# What you need to do
Go through the entries below and retype them exactly, omitting each picture.

*** Provided material ***

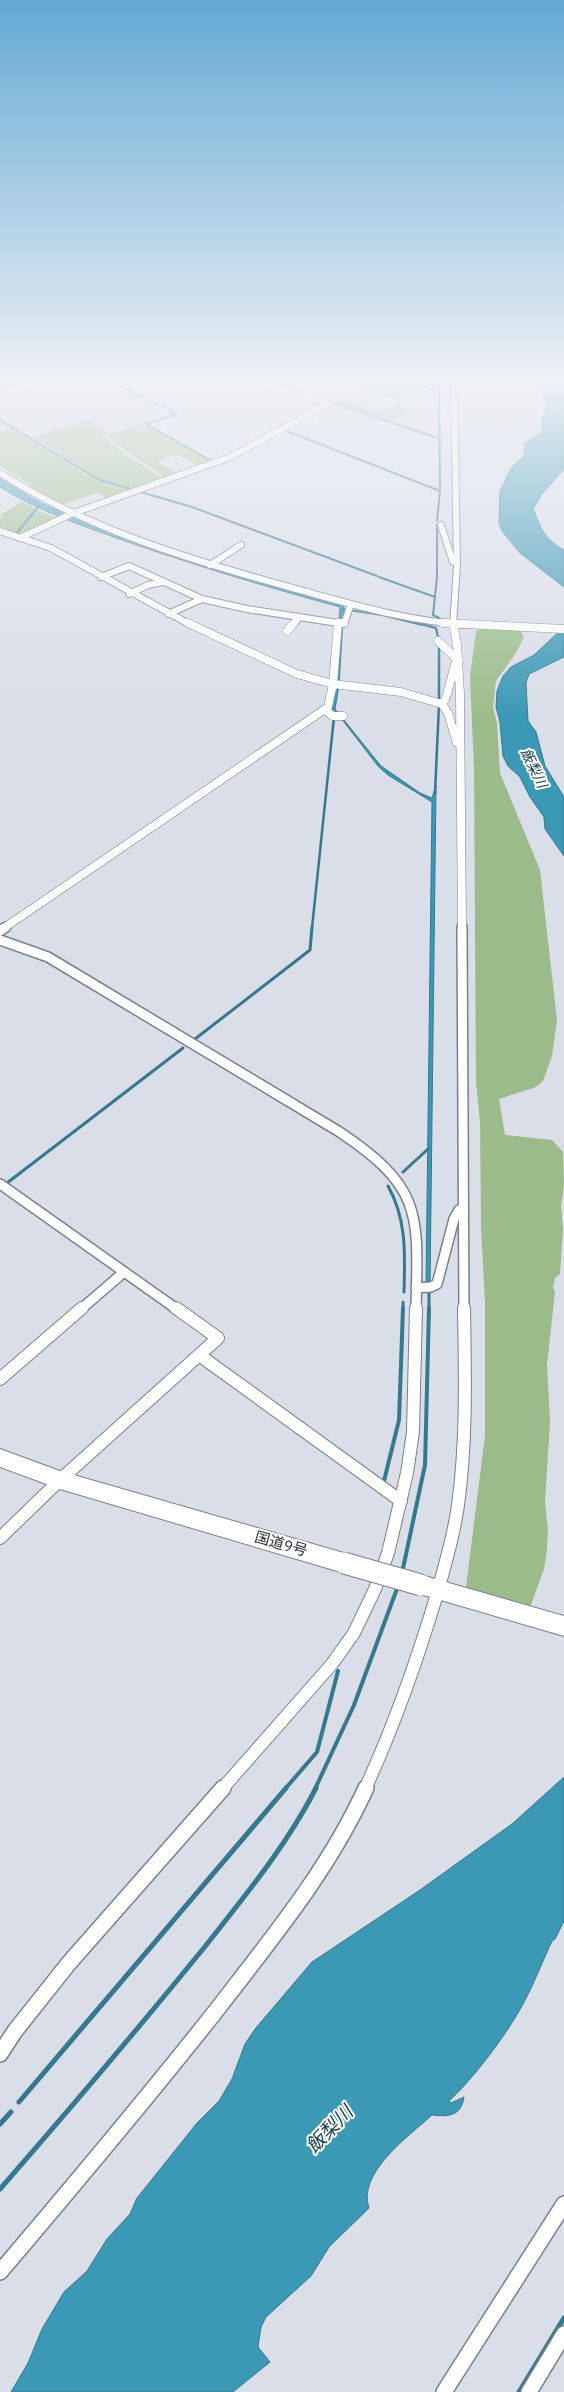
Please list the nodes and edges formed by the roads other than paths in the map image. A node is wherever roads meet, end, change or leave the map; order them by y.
1 (34, 495) edge
2 (124, 495) edge
3 (456, 495) edge
4 (70, 514) junction
5 (441, 525) dead end
6 (0, 531) edge
7 (20, 538) junction
8 (241, 545) dead end
9 (210, 565) junction
10 (457, 566) junction
11 (101, 577) junction
12 (163, 582) junction
13 (129, 594) junction
14 (202, 599) junction
15 (351, 604) junction
16 (168, 614) junction
17 (300, 616) junction
18 (340, 623) junction
19 (456, 624) junction
20 (564, 629) edge
21 (287, 631) dead end
22 (439, 641) dead end
23 (457, 661) junction
24 (336, 684) junction
25 (442, 704) junction
26 (325, 710) junction
27 (337, 716) dead end
28 (460, 744) junction
29 (0, 931) edge
30 (0, 940) edge
31 (0, 1184) edge
32 (463, 1208) junction
33 (124, 1272) junction
34 (416, 1288) junction
35 (200, 1355) junction
36 (0, 1379) edge
37 (0, 1458) edge
38 (60, 1480) junction
39 (401, 1501) junction
40 (0, 1538) edge
41 (435, 1589) junction
42 (564, 1626) edge
43 (0, 2054) edge
44 (564, 2204) edge
45 (0, 2272) edge
46 (564, 2334) edge
47 (444, 2392) edge
48 (529, 2392) edge

1 - 4 street
2 - 4 street
3 - 10 street
4 - 7 street
4 - 9 street
5 - 10 street
6 - 7 street
7 - 11 street
8 - 9 street
9 - 15 street
10 - 19 street
11 - 12 street
11 - 13 street
12 - 13 street
12 - 14 street
13 - 16 street
14 - 16 street
14 - 17 street
15 - 18 street
15 - 19 street
16 - 24 street
17 - 18 street
17 - 21 street
18 - 24 street
19 - 20 street
19 - 23 street
22 - 23 street
23 - 25 street
23 - 28 street
24 - 25 street
24 - 26 street
25 - 28 street
26 - 27 street
26 - 29 street
28 - 32 street
30 - 34 street
31 - 33 street
32 - 34 street
32 - 41 street
33 - 35 street
33 - 36 street
34 - 39 street
35 - 38 street
35 - 39 street
37 - 38 highway, 国道9号
38 - 40 street
38 - 41 highway, 国道9号, bridge
39 - 43 street
41 - 42 highway, 国道9号
41 - 45 street
44 - 47 street
46 - 48 street

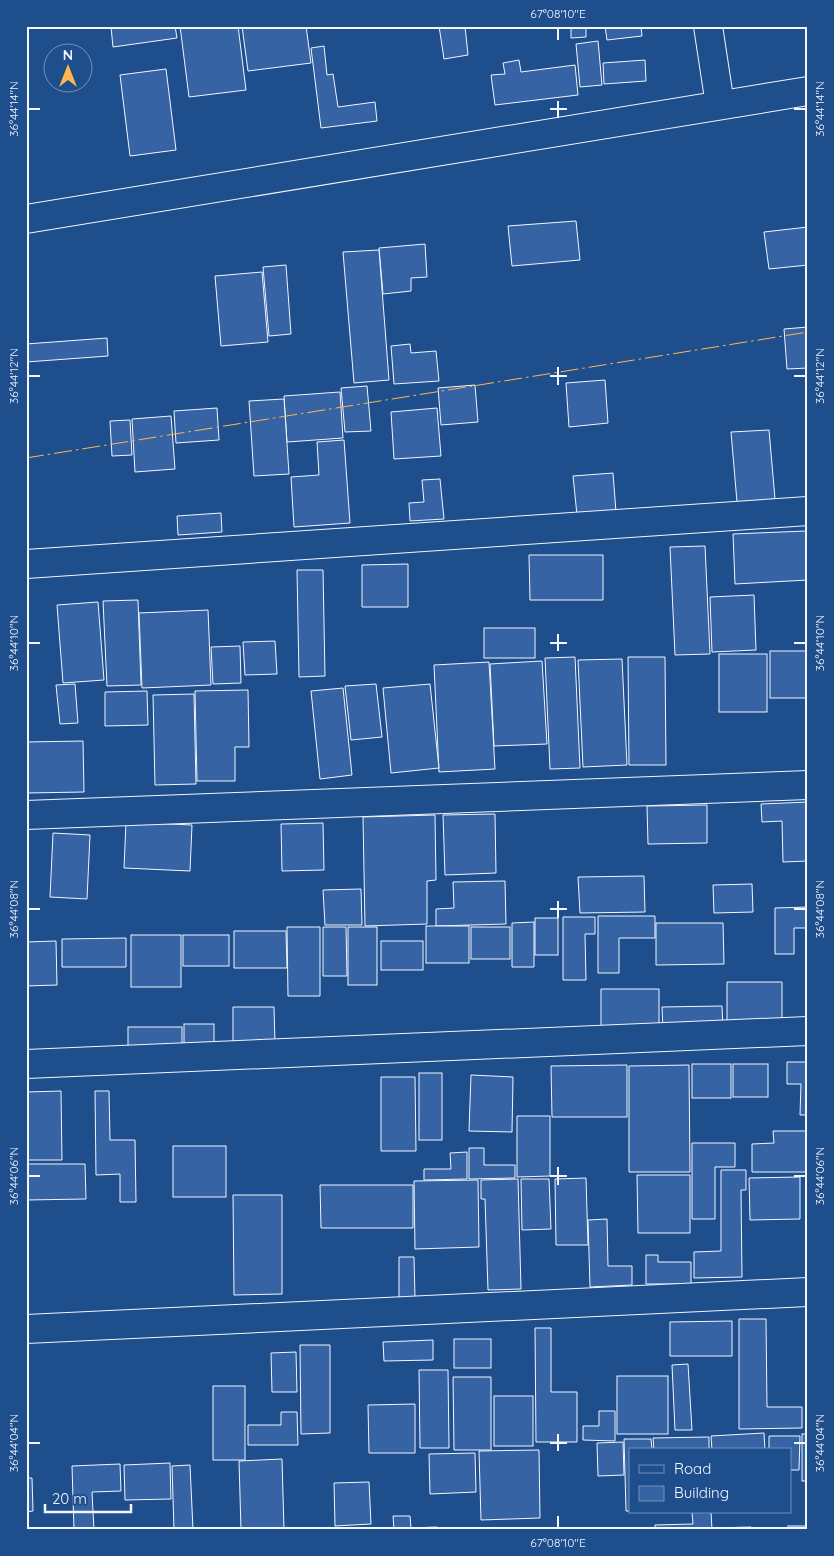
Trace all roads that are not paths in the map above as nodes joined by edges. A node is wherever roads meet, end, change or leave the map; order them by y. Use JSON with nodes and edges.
{"nodes":[{"id":1,"x":708,"y":26,"type":"edge"},
{"id":2,"x":808,"y":91,"type":"edge"},
{"id":3,"x":720,"y":105,"type":"junction"},
{"id":4,"x":26,"y":219,"type":"edge"},
{"id":5,"x":808,"y":510,"type":"edge"},
{"id":6,"x":26,"y":564,"type":"edge"},
{"id":7,"x":808,"y":785,"type":"edge"},
{"id":8,"x":26,"y":815,"type":"edge"},
{"id":9,"x":808,"y":1031,"type":"edge"},
{"id":10,"x":26,"y":1064,"type":"edge"},
{"id":11,"x":808,"y":1292,"type":"edge"},
{"id":12,"x":26,"y":1329,"type":"edge"}],
"edges":[{"from":1,"to":3,"type":"street"},
{"from":2,"to":3,"type":"street"},
{"from":3,"to":4,"type":"street"},
{"from":5,"to":6,"type":"street"},
{"from":7,"to":8,"type":"street"},
{"from":9,"to":10,"type":"street"},
{"from":11,"to":12,"type":"street"}]}
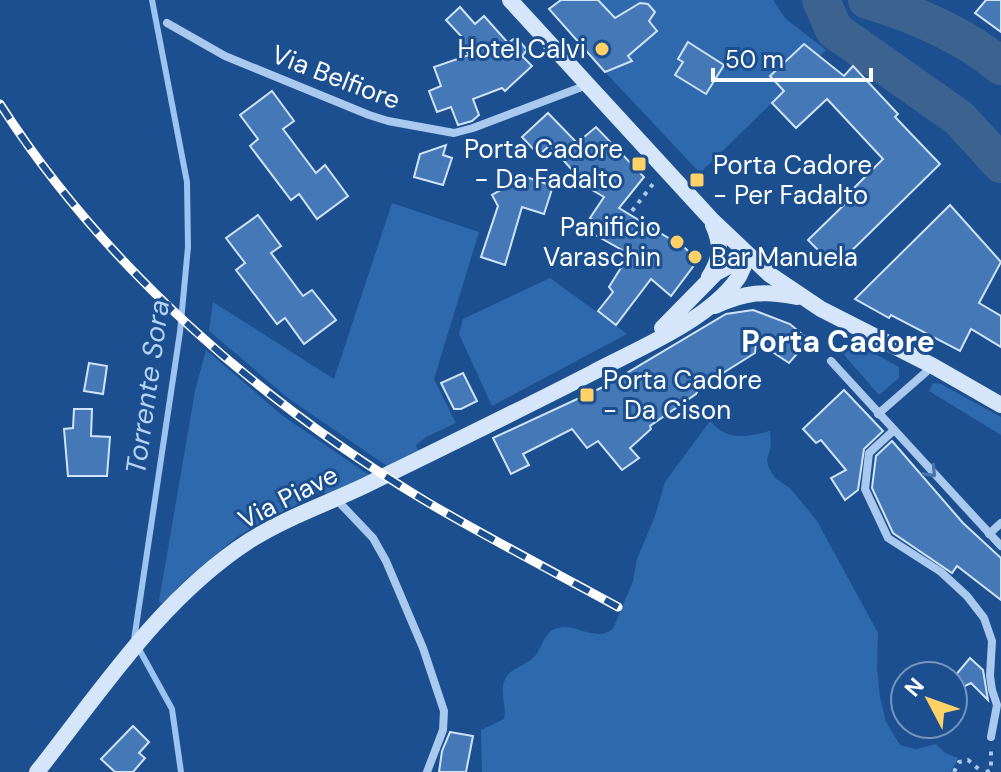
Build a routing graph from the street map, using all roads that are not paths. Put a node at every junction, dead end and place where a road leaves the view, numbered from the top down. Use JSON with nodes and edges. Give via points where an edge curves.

*** End of Provided material ***

# Task answer
Please list the nodes and edges formed by the roads other than paths in the map image. A node is wherever roads meet, end, change or leave the map; order them by y.
1 (34, 495) edge
2 (124, 495) edge
3 (456, 495) edge
4 (70, 514) junction
5 (441, 525) dead end
6 (0, 531) edge
7 (20, 538) junction
8 (241, 545) dead end
9 (210, 565) junction
10 (457, 566) junction
11 (101, 577) junction
12 (163, 582) junction
13 (129, 594) junction
14 (202, 599) junction
15 (351, 604) junction
16 (168, 614) junction
17 (300, 616) junction
18 (340, 623) junction
19 (456, 624) junction
20 (564, 629) edge
21 (287, 631) dead end
22 (439, 641) dead end
23 (457, 661) junction
24 (336, 684) junction
25 (442, 704) junction
26 (325, 710) junction
27 (337, 716) dead end
28 (460, 744) junction
29 (0, 931) edge
30 (0, 940) edge
31 (0, 1184) edge
32 (463, 1208) junction
33 (124, 1272) junction
34 (416, 1288) junction
35 (200, 1355) junction
36 (0, 1379) edge
37 (0, 1458) edge
38 (60, 1480) junction
39 (401, 1501) junction
40 (0, 1538) edge
41 (435, 1589) junction
42 (564, 1626) edge
43 (0, 2054) edge
44 (564, 2204) edge
45 (0, 2272) edge
46 (564, 2334) edge
47 (444, 2392) edge
48 (529, 2392) edge

1 - 4 street
2 - 4 street
3 - 10 street
4 - 7 street
4 - 9 street
5 - 10 street
6 - 7 street
7 - 11 street
8 - 9 street
9 - 15 street
10 - 19 street
11 - 12 street
11 - 13 street
12 - 13 street
12 - 14 street
13 - 16 street
14 - 16 street
14 - 17 street
15 - 18 street
15 - 19 street
16 - 24 street
17 - 18 street
17 - 21 street
18 - 24 street
19 - 20 street
19 - 23 street
22 - 23 street
23 - 25 street
23 - 28 street
24 - 25 street
24 - 26 street
25 - 28 street
26 - 27 street
26 - 29 street
28 - 32 street
30 - 34 street
31 - 33 street
32 - 34 street
32 - 41 street
33 - 35 street
33 - 36 street
34 - 39 street
35 - 38 street
35 - 39 street
37 - 38 highway, 国道9号
38 - 40 street
38 - 41 highway, 国道9号, bridge
39 - 43 street
41 - 42 highway, 国道9号
41 - 45 street
44 - 47 street
46 - 48 street

Trace all roads that are not paths in the map above as nodes joined by edges. A node is wherever roads meet, end, change or leave the map; order them by y. Use JSON with nodes and edges.
{"nodes":[{"id":1,"x":708,"y":26,"type":"edge"},
{"id":2,"x":808,"y":91,"type":"edge"},
{"id":3,"x":720,"y":105,"type":"junction"},
{"id":4,"x":26,"y":219,"type":"edge"},
{"id":5,"x":808,"y":510,"type":"edge"},
{"id":6,"x":26,"y":564,"type":"edge"},
{"id":7,"x":808,"y":785,"type":"edge"},
{"id":8,"x":26,"y":815,"type":"edge"},
{"id":9,"x":808,"y":1031,"type":"edge"},
{"id":10,"x":26,"y":1064,"type":"edge"},
{"id":11,"x":808,"y":1292,"type":"edge"},
{"id":12,"x":26,"y":1329,"type":"edge"}],
"edges":[{"from":1,"to":3,"type":"street"},
{"from":2,"to":3,"type":"street"},
{"from":3,"to":4,"type":"street"},
{"from":5,"to":6,"type":"street"},
{"from":7,"to":8,"type":"street"},
{"from":9,"to":10,"type":"street"},
{"from":11,"to":12,"type":"street"}]}
Build a routing graph from the street map, using all roads that are not paths. Put a node at every junction, dead end and place where a road leaves the view, numbered from the top down. Use JSON with nodes and edges. Give via points where an edge curves.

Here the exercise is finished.